======== AVAILABLE RECORDS ========

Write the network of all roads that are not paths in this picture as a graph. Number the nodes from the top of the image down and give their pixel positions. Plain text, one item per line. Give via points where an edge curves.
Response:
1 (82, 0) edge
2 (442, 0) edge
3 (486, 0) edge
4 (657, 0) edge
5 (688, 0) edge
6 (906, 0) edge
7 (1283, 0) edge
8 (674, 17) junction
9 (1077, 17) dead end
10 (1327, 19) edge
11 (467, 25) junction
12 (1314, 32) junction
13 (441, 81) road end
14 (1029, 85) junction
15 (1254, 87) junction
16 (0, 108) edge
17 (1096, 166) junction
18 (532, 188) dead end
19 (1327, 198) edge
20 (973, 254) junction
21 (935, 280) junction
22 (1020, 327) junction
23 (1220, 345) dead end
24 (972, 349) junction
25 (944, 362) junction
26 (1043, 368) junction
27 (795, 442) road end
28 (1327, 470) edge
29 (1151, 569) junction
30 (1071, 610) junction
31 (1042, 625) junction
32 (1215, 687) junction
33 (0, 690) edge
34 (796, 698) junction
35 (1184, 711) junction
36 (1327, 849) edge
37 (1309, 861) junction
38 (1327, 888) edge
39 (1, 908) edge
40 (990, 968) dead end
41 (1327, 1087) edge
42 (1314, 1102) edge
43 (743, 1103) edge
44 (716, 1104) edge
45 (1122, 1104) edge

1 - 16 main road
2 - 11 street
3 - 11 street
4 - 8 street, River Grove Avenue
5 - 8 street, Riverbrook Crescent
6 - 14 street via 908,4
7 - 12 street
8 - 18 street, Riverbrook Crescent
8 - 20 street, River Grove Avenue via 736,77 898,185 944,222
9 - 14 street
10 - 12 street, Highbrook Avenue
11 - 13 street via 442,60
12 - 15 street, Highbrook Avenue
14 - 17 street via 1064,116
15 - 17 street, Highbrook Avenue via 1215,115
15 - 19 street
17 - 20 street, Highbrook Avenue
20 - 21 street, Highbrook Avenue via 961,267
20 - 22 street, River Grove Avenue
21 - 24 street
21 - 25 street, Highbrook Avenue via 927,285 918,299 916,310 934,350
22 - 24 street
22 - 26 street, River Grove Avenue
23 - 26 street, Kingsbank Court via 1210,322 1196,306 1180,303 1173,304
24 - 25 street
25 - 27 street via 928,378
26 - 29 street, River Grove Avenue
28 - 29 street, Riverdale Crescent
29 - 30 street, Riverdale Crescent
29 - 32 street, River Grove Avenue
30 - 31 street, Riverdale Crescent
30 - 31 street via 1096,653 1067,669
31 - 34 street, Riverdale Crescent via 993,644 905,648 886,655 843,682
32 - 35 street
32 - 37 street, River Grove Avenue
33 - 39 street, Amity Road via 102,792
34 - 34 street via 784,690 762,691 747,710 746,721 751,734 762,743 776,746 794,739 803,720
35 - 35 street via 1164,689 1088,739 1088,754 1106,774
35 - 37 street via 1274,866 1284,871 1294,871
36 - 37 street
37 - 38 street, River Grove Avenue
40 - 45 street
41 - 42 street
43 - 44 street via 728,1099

========

### INSTRUCTIONS FOR THE TASK:
Using the material, show each line where the string "Crescent" can be found.

### TASK RESPONSE:
5 - 8 street, Riverbrook Crescent
8 - 18 street, Riverbrook Crescent
28 - 29 street, Riverdale Crescent
29 - 30 street, Riverdale Crescent
30 - 31 street, Riverdale Crescent
31 - 34 street, Riverdale Crescent via 993,644 905,648 886,655 843,682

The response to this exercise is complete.